E-Cig Tax To Save Cigarettes!
INDONESIA is to start taxing vape - to stop cigarette smoking from dying out.
All e-liquids will be heavily taxed - by 57 per cent - in a government move which experts believe is to keep the country smoking, which currently boasts the highest smoking rate in the world.
The new vape tax, which goes into affect on July 1st, applies only to e-liquids containing “traces of tobacco plants”, which likely accounts for most of the country's e-cigarette products.
Senior government officials claim the excise tax is part of Indonesia’s efforts to curb consumption of tobacco products but others have admitted it's to keep the country smoking, in which 67 per cent of its male population over the age of 15 are smokers.

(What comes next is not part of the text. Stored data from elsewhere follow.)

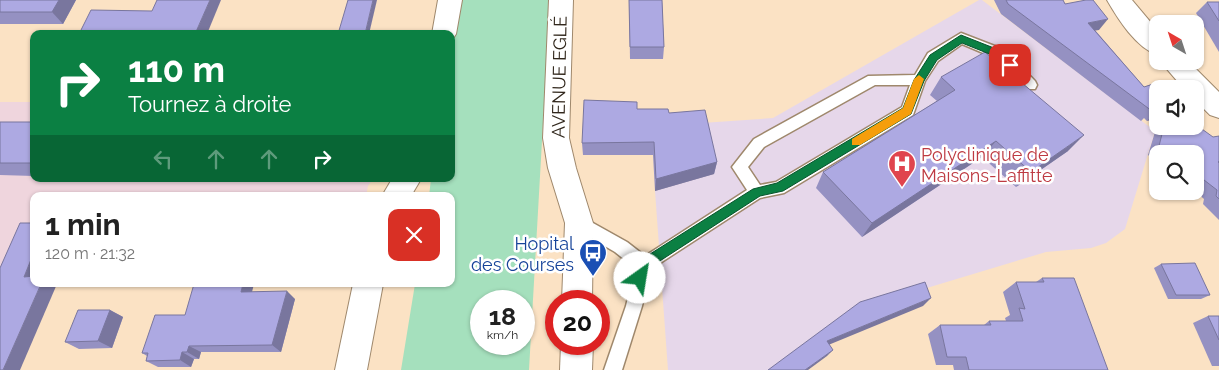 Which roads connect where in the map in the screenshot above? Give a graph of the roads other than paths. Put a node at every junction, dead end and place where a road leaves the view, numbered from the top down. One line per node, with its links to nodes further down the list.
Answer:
1 (450, 0): 4 (street)
2 (561, 0): 12 (street, AVENUE EGLÉ)
3 (1119, 0): 5 (street)
4 (445, 30)
5 (1149, 37)
6 (1184, 70): 9 (street)
7 (919, 80): 8 (lane); 11 (lane); 11 (lane)
8 (1030, 86)
9 (1208, 88): 10 (street)
10 (1219, 108)
11 (757, 192): 13 (lane)
12 (579, 223): 13 (lane); 15 (street, AVENUE EGLÉ)
13 (644, 265): 19 (lane)
14 (367, 287): 17 (street)
15 (578, 290)
16 (577, 355): 18 (street)
17 (351, 370)
18 (576, 370)
19 (614, 370) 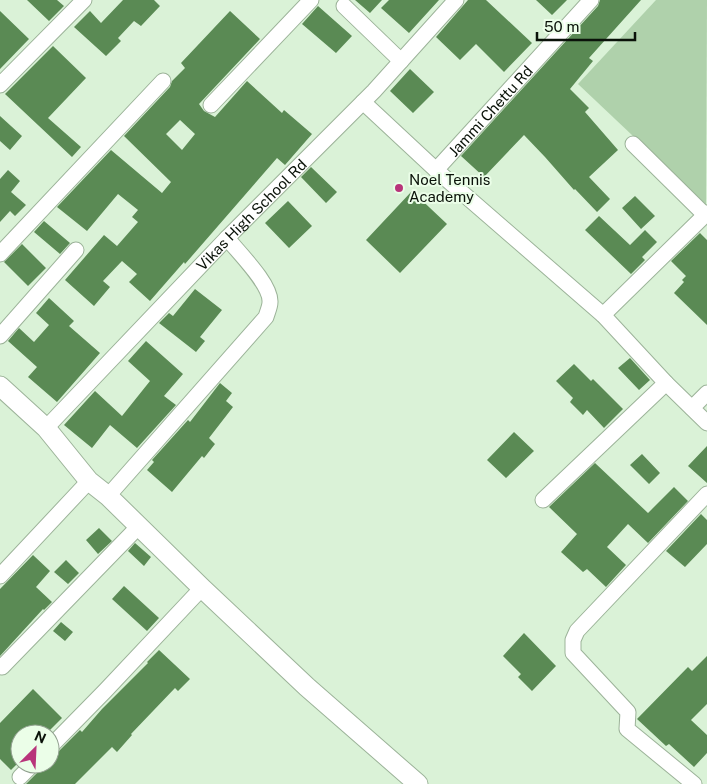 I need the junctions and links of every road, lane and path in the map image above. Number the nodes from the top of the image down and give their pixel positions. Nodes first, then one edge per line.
1 (84, 0) edge
2 (312, 0) edge
3 (456, 0) edge
4 (590, 0) edge
5 (344, 6) dead end
6 (401, 61) junction
7 (163, 81) dead end
8 (0, 85) edge
9 (363, 102) junction
10 (211, 105) dead end
11 (633, 144) dead end
12 (436, 170) junction
13 (706, 214) edge
14 (227, 238) junction
15 (76, 250) dead end
16 (0, 254) edge
17 (603, 316) junction
18 (0, 336) edge
19 (666, 383) junction
20 (0, 386) edge
21 (707, 393) edge
22 (692, 408) junction
23 (707, 423) edge
24 (46, 428) junction
25 (89, 481) junction
26 (707, 494) edge
27 (108, 496) junction
28 (543, 500) dead end
29 (138, 526) junction
30 (0, 576) edge
31 (202, 588) junction
32 (2, 667) dead end
33 (60, 737) edge
34 (23, 774) edge
35 (20, 777) dead end
36 (418, 784) edge
37 (694, 784) edge

1 - 8 street
2 - 10 street
3 - 6 street, Vikas High School Rd
4 - 12 street, Jammi Chettu Rd
5 - 6 street
6 - 9 street, Vikas High School Rd
7 - 16 street
9 - 12 street, Jammi Chettu Rd
9 - 14 street, Vikas High School Rd
11 - 13 street
12 - 17 street
13 - 17 street
14 - 24 street, Vikas High School Rd
14 - 27 street
15 - 18 street
17 - 19 street
19 - 22 street
19 - 28 street
20 - 24 street
21 - 22 street
22 - 23 street
24 - 25 street
25 - 27 street
25 - 30 street
26 - 37 street
27 - 29 street
29 - 31 street
29 - 32 street
31 - 33 street
31 - 36 street
34 - 35 street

Heru Pambudi, director general of customs and excise at the Ministry of Finance, admitted last year that the primary purpose of the tax would be “to limit the consumption of vapes”.
Trade minister Enggartiasto Lukita also told a local newspaper that vapers should just smoke instead, explaining that tobacco farmers would be hurt by a decline in smoking.

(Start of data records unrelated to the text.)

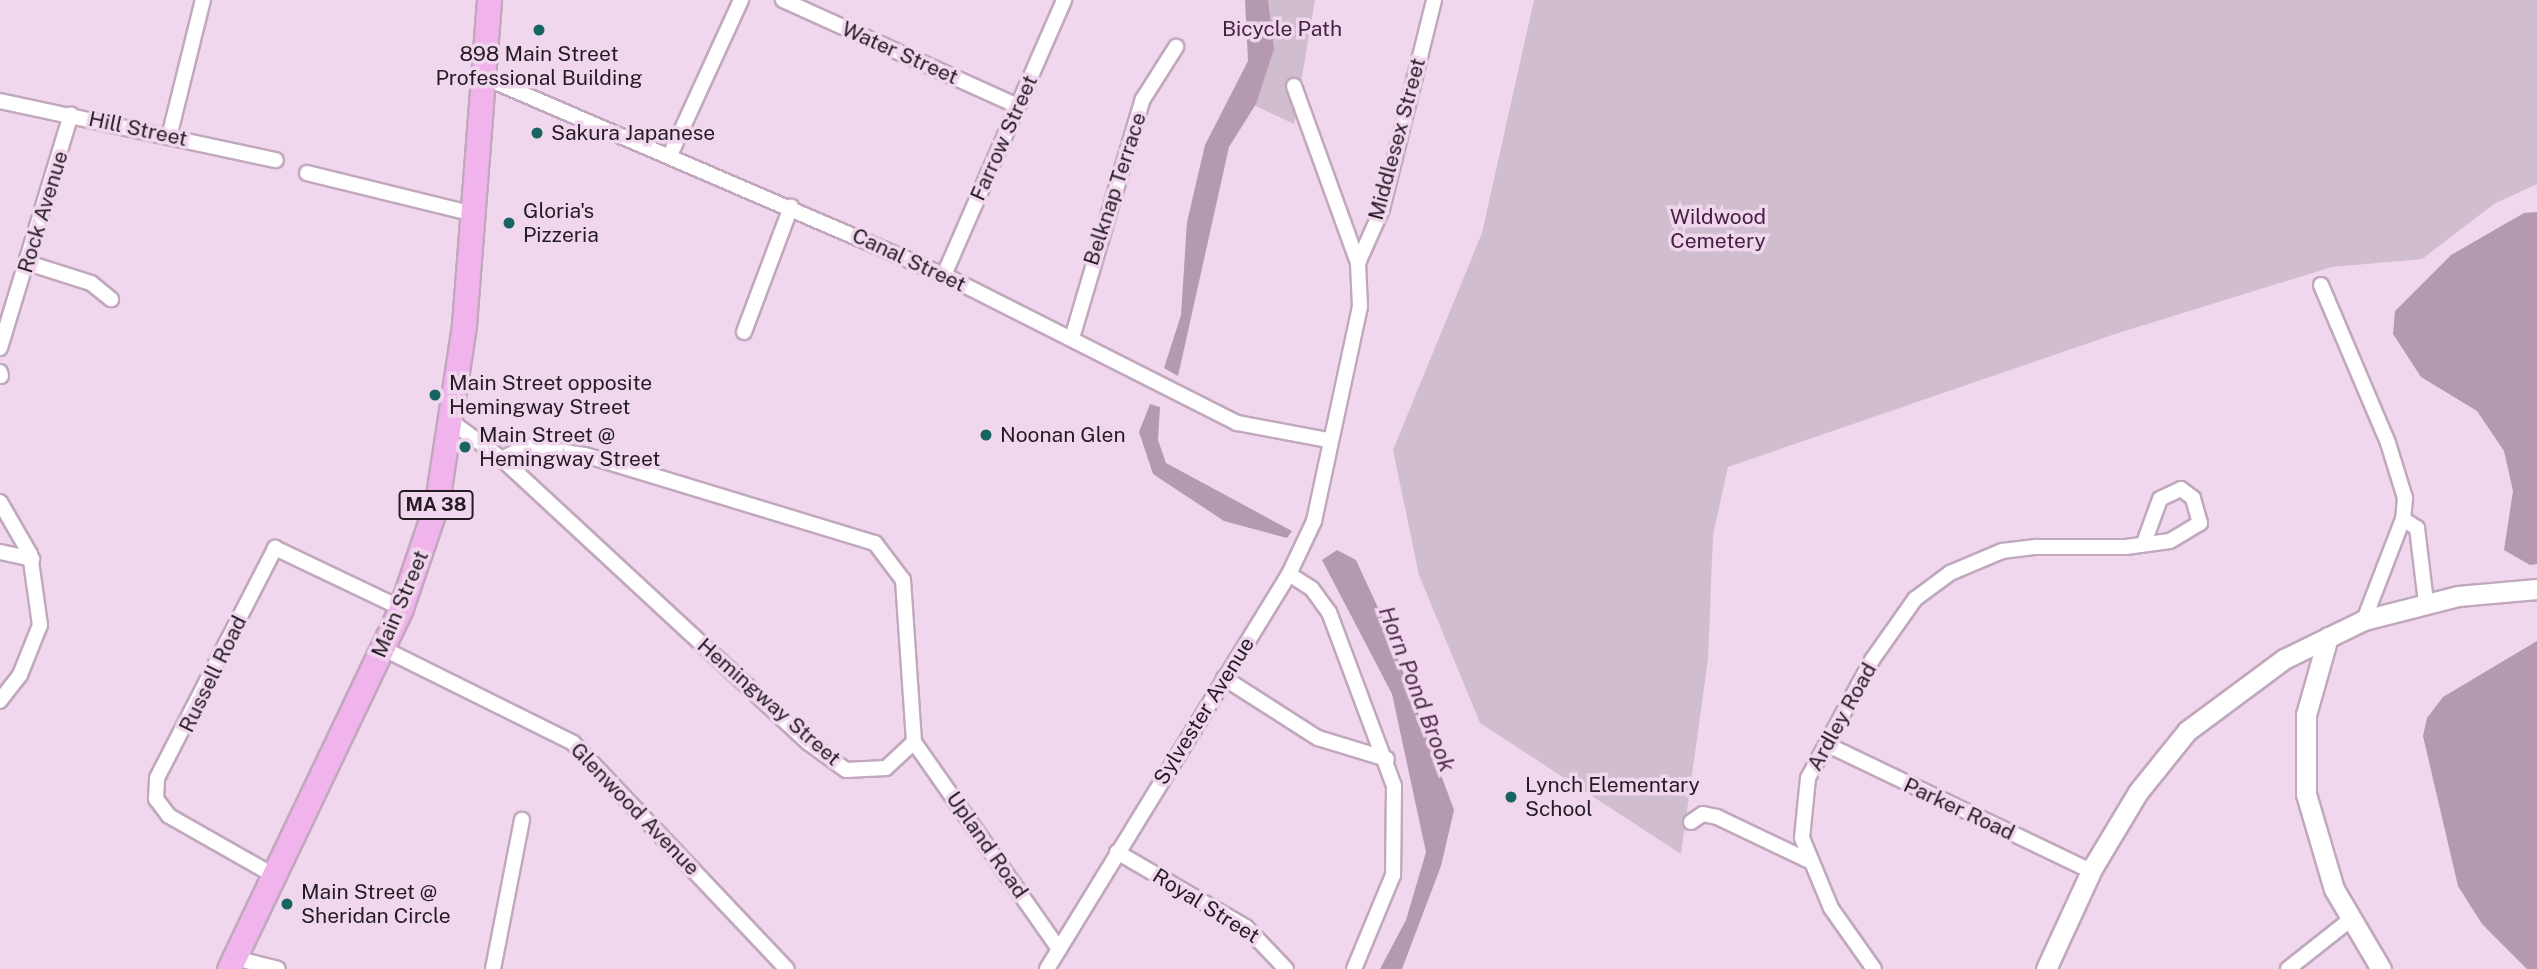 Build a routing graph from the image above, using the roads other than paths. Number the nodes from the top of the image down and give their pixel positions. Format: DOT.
graph roads {
  1 [pos="203,0"];
  2 [pos="489,0"];
  3 [pos="741,0"];
  4 [pos="782,0"];
  5 [pos="1064,0"];
  6 [pos="1434,0"];
  7 [pos="1176,47"];
  8 [pos="486,78"];
  9 [pos="1294,86"];
  10 [pos="0,100"];
  11 [pos="1018,106"];
  12 [pos="71,115"];
  13 [pos="169,137"];
  14 [pos="671,153"];
  15 [pos="276,160"];
  16 [pos="307,173"];
  17 [pos="791,207"];
  18 [pos="474,214"];
  19 [pos="1358,262"];
  20 [pos="28,263"];
  21 [pos="944,275"];
  22 [pos="2321,285"];
  23 [pos="111,299"];
  24 [pos="744,332"];
  25 [pos="1072,338"];
  26 [pos="0,348"];
  27 [pos="452,422"];
  28 [pos="1328,440"];
  29 [pos="502,460"];
  30 [pos="0,502"];
  31 [pos="2403,519"];
  32 [pos="2144,543"];
  33 [pos="0,552"];
  34 [pos="32,559"];
  35 [pos="1289,574"];
  36 [pos="2537,589"];
  37 [pos="2426,601"];
  38 [pos="401,608"];
  39 [pos="2364,620"];
  40 [pos="2328,636"];
  41 [pos="382,648"];
  42 [pos="1224,678"];
  43 [pos="0,701"];
  44 [pos="914,742"];
  45 [pos="1828,745"];
  46 [pos="1387,759"];
  47 [pos="522,820"];
  48 [pos="1691,822"];
  49 [pos="1117,852"];
  50 [pos="1807,860"];
  51 [pos="2091,871"];
  52 [pos="273,875"];
  53 [pos="2351,919"];
  54 [pos="1059,949"];
  55 [pos="232,963"];
  56 [pos="278,969"];
  57 [pos="493,969"];
  58 [pos="787,969"];
  59 [pos="1047,969"];
  60 [pos="1286,969"];
  61 [pos="1354,969"];
  62 [pos="1874,969"];
  63 [pos="2046,969"];
  64 [pos="2288,969"];
  65 [pos="2381,969"];
  1 -- 13 [label="street"];
  2 -- 8 [label="main road, Main Street / MA 38"];
  3 -- 14 [label="street"];
  4 -- 11 [label="street, Water Street"];
  5 -- 11 [label="street, Farrow Street"];
  6 -- 19 [label="street, Middlesex Street"];
  7 -- 25 [label="street, Belknap Terrace"];
  8 -- 14 [label="street, Canal Street"];
  8 -- 18 [label="main road, Main Street / MA 38"];
  9 -- 19 [label="street"];
  10 -- 12 [label="street, Hill Street"];
  11 -- 21 [label="street, Farrow Street"];
  12 -- 13 [label="street, Hill Street"];
  12 -- 20 [label="street, Rock Avenue"];
  13 -- 15 [label="street, Hill Street"];
  14 -- 17 [label="street, Canal Street"];
  16 -- 18 [label="street"];
  17 -- 21 [label="street, Canal Street"];
  17 -- 24 [label="street"];
  18 -- 27 [label="main road, Main Street / MA 38"];
  19 -- 28 [label="street, Middlesex Street"];
  20 -- 23 [label="street"];
  20 -- 26 [label="street, Rock Avenue"];
  21 -- 25 [label="street, Canal Street"];
  22 -- 31 [label="street"];
  25 -- 28 [label="street, Canal Street"];
  27 -- 29 [label="street, Hemingway Street"];
  27 -- 38 [label="main road, Main Street / MA 38"];
  28 -- 35 [label="street, Sylvester Avenue"];
  29 -- 44 [label="street, Hemingway Street"];
  29 -- 44 [label="street"];
  30 -- 34 [label="street"];
  31 -- 37 [label="street"];
  31 -- 39 [label="street"];
  32 -- 32 [label="street, Ardley Road"];
  32 -- 45 [label="street, Ardley Road"];
  33 -- 34 [label="street"];
  34 -- 43 [label="street"];
  35 -- 42 [label="street, Sylvester Avenue"];
  35 -- 46 [label="street"];
  36 -- 37 [label="street"];
  37 -- 39 [label="street"];
  38 -- 41 [label="main road, Main Street / MA 38"];
  38 -- 52 [label="street, Russell Road"];
  39 -- 40 [label="street"];
  40 -- 51 [label="street"];
  40 -- 53 [label="street"];
  41 -- 52 [label="main road, Main Street / MA 38"];
  41 -- 58 [label="street, Glenwood Avenue"];
  42 -- 46 [label="street"];
  42 -- 49 [label="street, Sylvester Avenue"];
  44 -- 54 [label="street, Upland Road"];
  45 -- 50 [label="street, Ardley Road"];
  45 -- 51 [label="street, Parker Road"];
  46 -- 61 [label="street"];
  47 -- 57 [label="street"];
  48 -- 50 [label="street"];
  49 -- 54 [label="street, Sylvester Avenue"];
  49 -- 60 [label="street, Royal Street"];
  50 -- 62 [label="street, Ardley Road"];
  51 -- 63 [label="street"];
  52 -- 55 [label="main road, Main Street / MA 38"];
  53 -- 64 [label="street"];
  53 -- 65 [label="street"];
  54 -- 59 [label="street, Sylvester Avenue"];
  55 -- 56 [label="street"];
}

He said at the time: “We should turn vapers into conventional cigarette smokers.”
The tobacco lobby is also powerful in Indonesia, according to the Washington Post, with the country one of the few in the world, along with the United States, that hasn’t ratified the World Health Organization’s Framework Convention for Tobacco Control (FCTC).
Cigarette taxes are also low - with Indonesian smokers paying the equivalent of about $2 a pack for cigarettes.
The new vape tax law, however, will affect some 300 e-liquid manufacturers in the Southeast Asian country along with more than 4,000 vape shops.
Indonesia is the fourth-largest country in the world, with more than 260 million people. Tobacco taxes account for most of Indonesia’s excise tax income with this this year’s excise income target set at 155.4 trillion rupiah or US$11.2 billion. The new vape tax is expected to add 100-200 billion rupiah, which equates to about US$7.2 million.